How then can we reconcile and deliver on both decarbonising the North and forging a clean development path in the South?
The starting point lies in shifting from price-based solutions (carbon taxes) to quantity-based solutions (the remaining carbon budget). In terms of economic thinking, this means shifting from Pigou (pricing externalities) to Coase (cap, allocate rights and trade). In practice, it means establishing a functioning and feasible global carbon credit market, as explored in Climate and Debt, the latest Geneva Report on the World Economy. This will not be easy given current markets are fragmented and embryonic, and participation is voluntary.
Firstly, to improve market functioning, mandatory carbon emissions reduction requirements must be put in place for all large emitters, and carbon credits must be shown to be credible so that markets scale and prices rise to levels that reward countries and companies for preserving carbon sinks, developing nature-based solutions, and engaging in nature-positive business. There are various competing initiatives trying to bring transparency and accountability to the voluntary carbon markets.
Secondly, and more importantly, the world must squarely face the rapidly shrinking but increasingly alarming elephant in the room. According to the IPCC, if the average global temperature rise is to remain below 1.5°C with more than 80 percent certainty, the world has a carbon emissions budget of just 300 gigatonnes of CO2. And with 50 percent certainty, only 500 gigatonnes. At current emissions levels, the budget will be exhausted in less than a decade. To be feasible, any system for allocating remaining emissions rights must be perceived as equitable. And so the question is, who should be allowed to ‘use up’ the remaining budget?
NDCs implicitly suggest allocating the bulk of the remaining carbon budget to the biggest emitters in the North. At the other extreme, countries that have emitted the most in the past might receive only a small part of the remaining budget, which would immediately create a large carbon market. But neither of these approaches balances ethics with political realism in a way that is fair and effective.
A more balanced approach would be to distribute remaining emissions rights equally per capita across the globe, and then adjust them to account for past and future emissions opportunities. For poor countries with large carbon sinks, for example, the opportunity costs of low future emissions are high, while those endowed with a wealth of natural renewable resources can more easily avoid future emissions. A robust global carbon market would then deliver the efficient use of the world’s remaining emissions budget through global ‘cap and trade’.
Achieving global consensus for and establishing such an approach will take time, of which we have very little. A less ambitious but similar and more achievable approach is to greatly expand ‘just energy transition partnerships’ in which rich countries cut a deal with poorer countries to pay for green technology in return for phasing out coal and leaving remaining reserves untouched. Indonesia, for example, recently received US$20 billion from a coalition of rich countries through such a deal.
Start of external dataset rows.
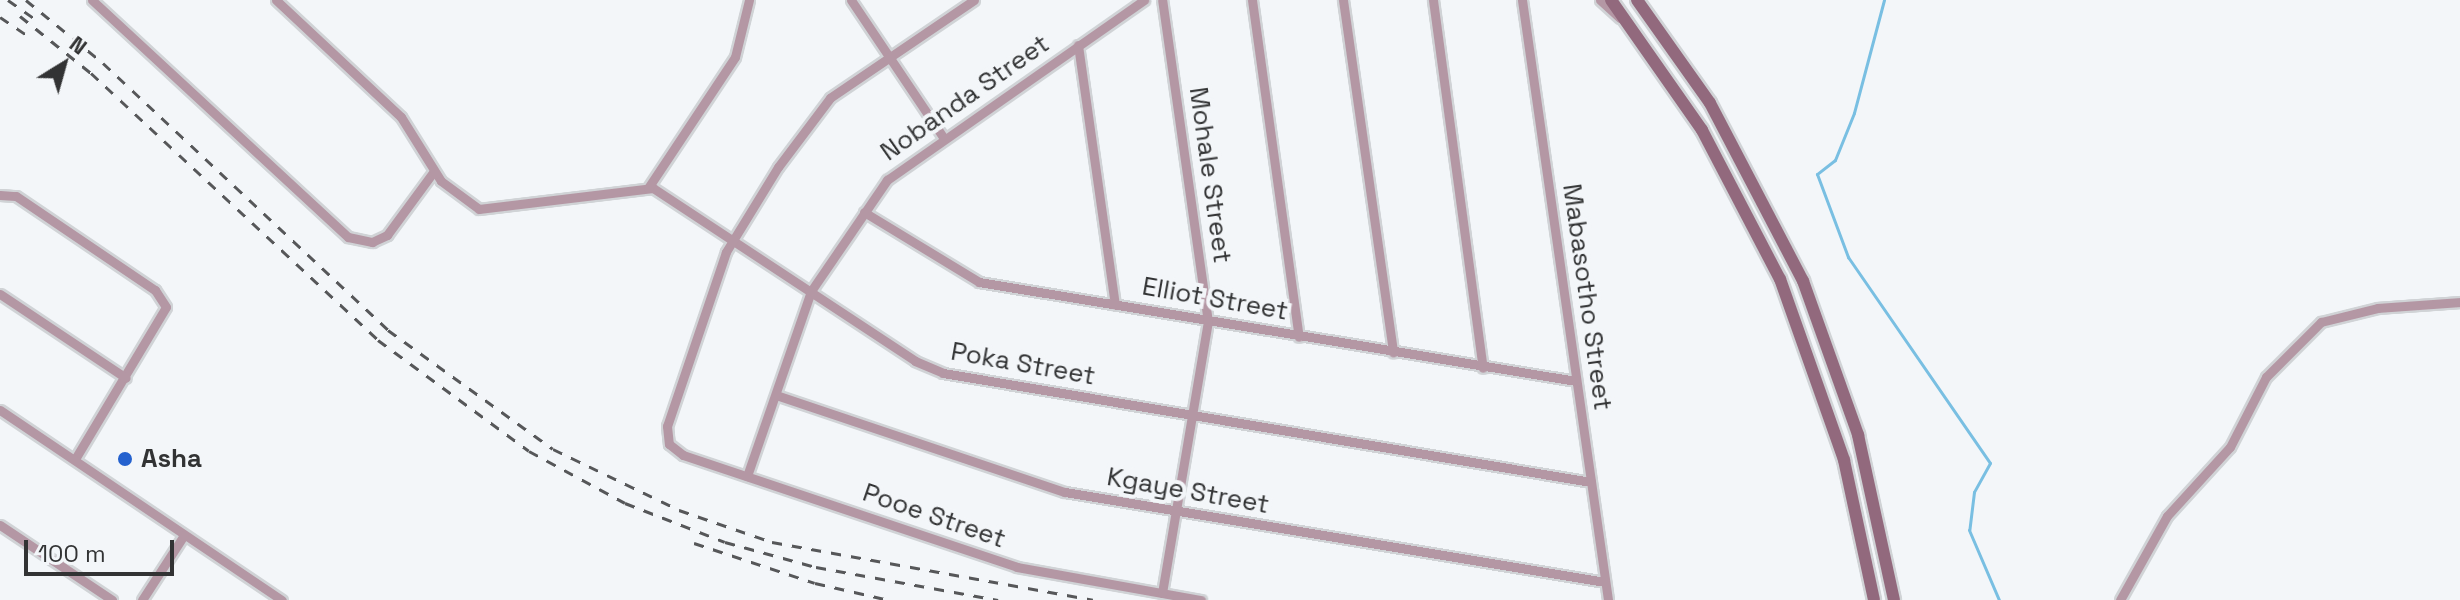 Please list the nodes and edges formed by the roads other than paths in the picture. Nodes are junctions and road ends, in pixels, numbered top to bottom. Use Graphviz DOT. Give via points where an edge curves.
graph roads {
  1 [pos="92,0"];
  2 [pos="276,0"];
  3 [pos="749,0"];
  4 [pos="851,0"];
  5 [pos="974,0"];
  6 [pos="1144,0"];
  7 [pos="1162,0"];
  8 [pos="1252,0"];
  9 [pos="1343,0"];
  10 [pos="1433,0"];
  11 [pos="1522,0"];
  12 [pos="1600,0"];
  13 [pos="1611,0"];
  14 [pos="1637,0"];
  15 [pos="1633,26"];
  16 [pos="1078,45"];
  17 [pos="889,58"];
  18 [pos="943,137"];
  19 [pos="434,171"];
  20 [pos="648,188"];
  21 [pos="0,195"];
  22 [pos="864,212"];
  23 [pos="732,238"];
  24 [pos="811,291"];
  25 [pos="0,294"];
  26 [pos="2460,302"];
  27 [pos="1115,304"];
  28 [pos="1208,322"];
  29 [pos="1299,337"];
  30 [pos="1393,352"];
  31 [pos="1483,368"];
  32 [pos="126,378"];
  33 [pos="1576,381"];
  34 [pos="776,395"];
  35 [pos="0,410"];
  36 [pos="1194,415"];
  37 [pos="75,459"];
  38 [pos="747,476"];
  39 [pos="1591,482"];
  40 [pos="1175,511"];
  41 [pos="0,525"];
  42 [pos="184,535"];
  43 [pos="1605,582"];
  44 [pos="1162,593"];
  45 [pos="112,600"];
  46 [pos="142,600"];
  47 [pos="282,600"];
  48 [pos="1201,600"];
  49 [pos="1608,600"];
  50 [pos="1874,600"];
  51 [pos="1894,600"];
  52 [pos="2120,600"];
  1 -- 19 [label="street" via="348,237 372,242 387,235"];
  2 -- 19 [label="street" via="412,129"];
  3 -- 20 [label="street" via="735,57"];
  4 -- 17 [label="street"];
  5 -- 17 [label="street"];
  6 -- 16 [label="street, Nobanda Street"];
  7 -- 28 [label="street, Mohale Street"];
  8 -- 29 [label="street"];
  9 -- 30 [label="street"];
  10 -- 31 [label="street"];
  11 -- 33 [label="street, Mabasotho Street"];
  12 -- 15 [label="street"];
  13 -- 15 [label="main road"];
  14 -- 51 [label="main road" via="1710,103 1803,281 1865,459"];
  15 -- 50 [label="main road" via="1702,130 1780,279 1844,460"];
  16 -- 18 [label="street, Nobanda Street"];
  16 -- 27 [label="street"];
  17 -- 18 [label="street"];
  17 -- 23 [label="street" via="817,112"];
  18 -- 22 [label="street, Nobanda Street" via="901,166"];
  19 -- 20 [label="street" via="457,196 496,212"];
  20 -- 23 [label="street, Poka Street"];
  21 -- 32 [label="street" via="16,196 155,290 166,307"];
  22 -- 24 [label="street, Nobanda Street"];
  22 -- 27 [label="street, Elliot Street" via="979,282"];
  23 -- 24 [label="street, Poka Street"];
  23 -- 38 [label="street, Pooe Street" via="667,438 683,455"];
  24 -- 34 [label="street, Nobanda Street"];
  24 -- 36 [label="street, Poka Street" via="943,373"];
  25 -- 32 [label="street"];
  26 -- 52 [label="street" via="2378,308 2321,322 2266,377 2230,447 2167,516"];
  27 -- 28 [label="street, Elliot Street"];
  28 -- 29 [label="street, Elliot Street"];
  28 -- 36 [label="street, Mohale Street"];
  29 -- 30 [label="street, Elliot Street"];
  30 -- 31 [label="street, Elliot Street"];
  31 -- 33 [label="street, Elliot Street"];
  32 -- 37 [label="street"];
  33 -- 39 [label="street, Mabasotho Street"];
  34 -- 38 [label="street, Nobanda Street"];
  34 -- 40 [label="street, Kgaye Street" via="1059,490"];
  35 -- 37 [label="street"];
  36 -- 39 [label="street, Poka Street"];
  36 -- 40 [label="street, Mohale Street"];
  37 -- 42 [label="street"];
  38 -- 44 [label="street, Pooe Street" via="1043,575"];
  39 -- 43 [label="street, Mabasotho Street"];
  40 -- 43 [label="street, Kgaye Street"];
  40 -- 44 [label="street, Mohale Street"];
  41 -- 45 [label="street"];
  42 -- 46 [label="street"];
  42 -- 47 [label="street"];
  43 -- 49 [label="street, Mabasotho Street"];
  44 -- 48 [label="street, Pooe Street"];
} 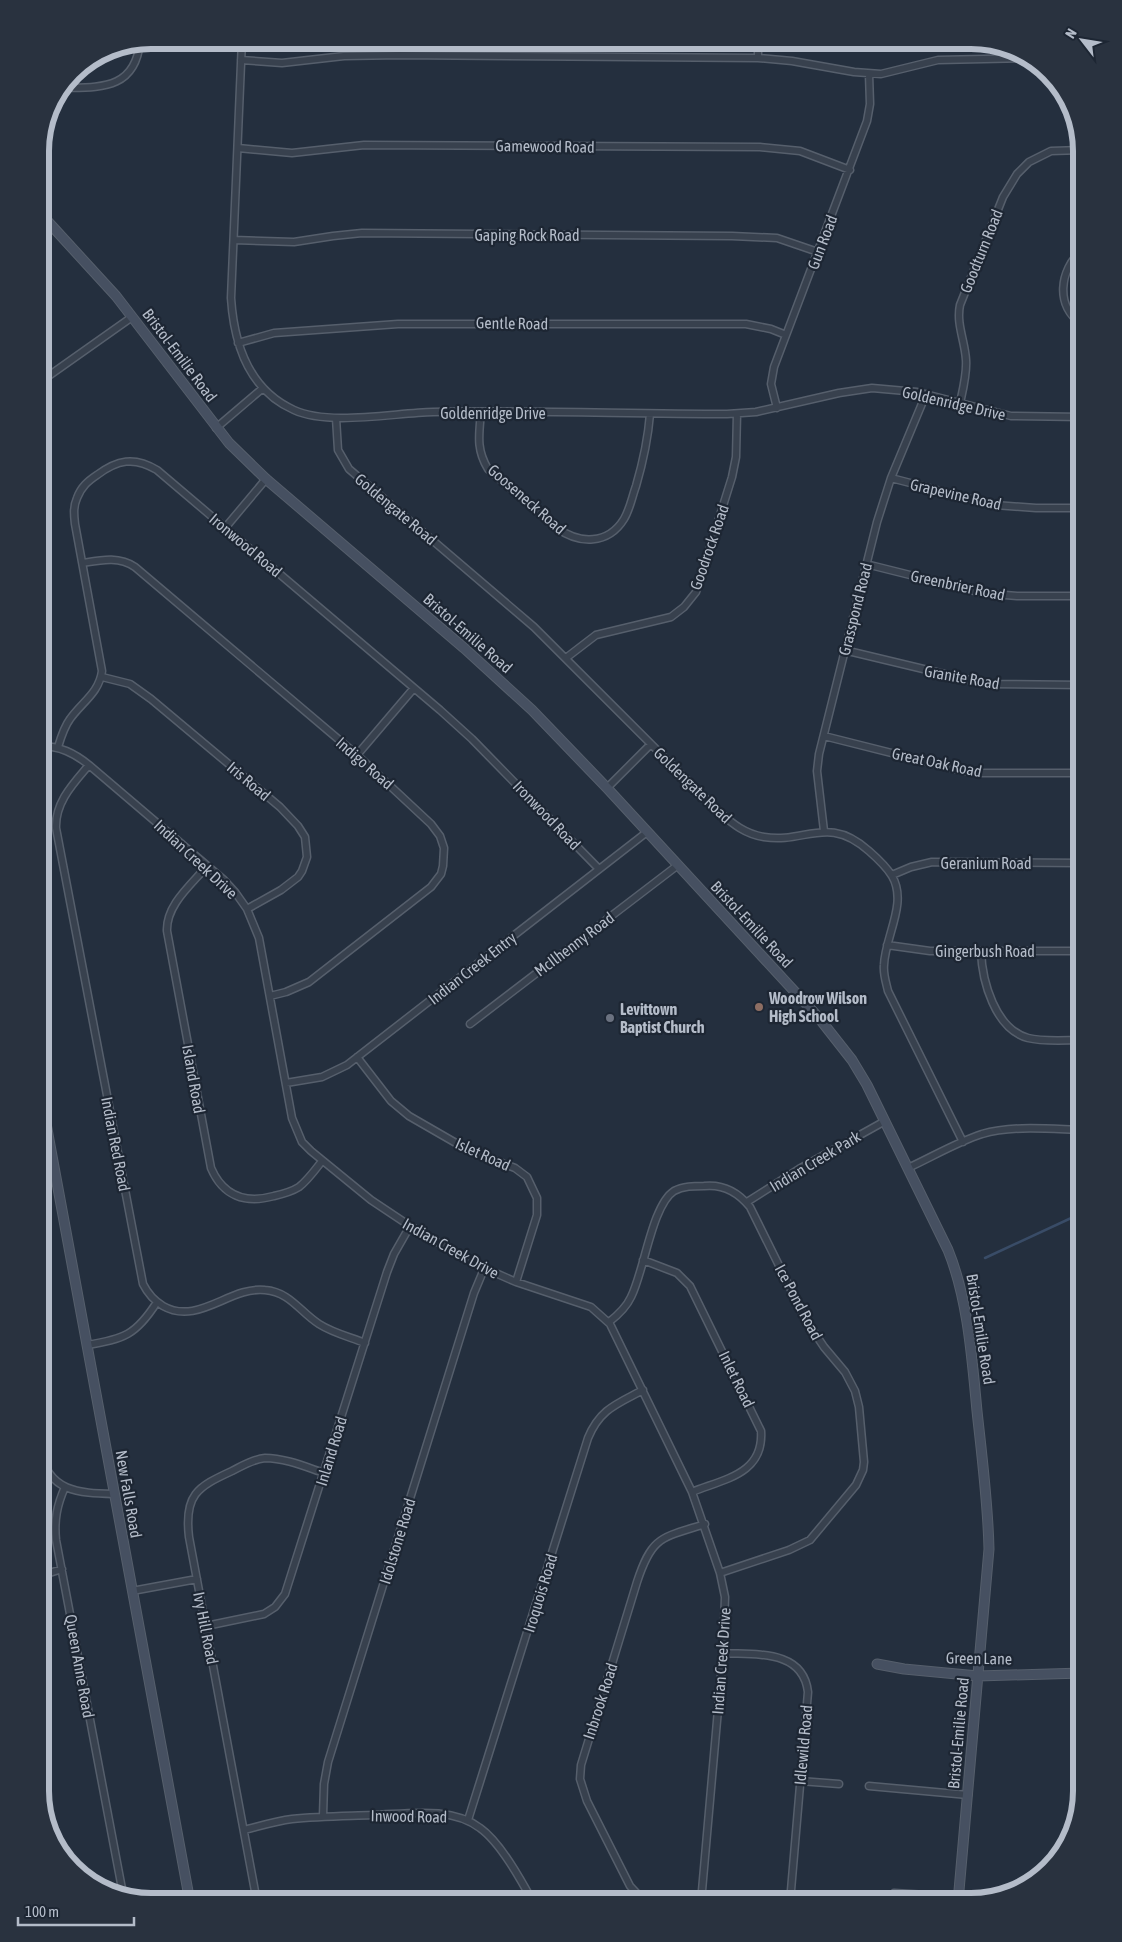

Securing further timely deals like this would usefully complement a global deal through targeting priority emissions mitigation ‘hot spots’ such as the Amazon rainforest.
President Luiz Inácio Lula da Silva of Brazil has called for the COP30 climate summit in 2025 to be held in the Amazon rainforest, an ecosystem vital for global climate stability. What better place for the world to turn things around, and what better milestone towards which our leaders might work to secure a step change on the road to net zero?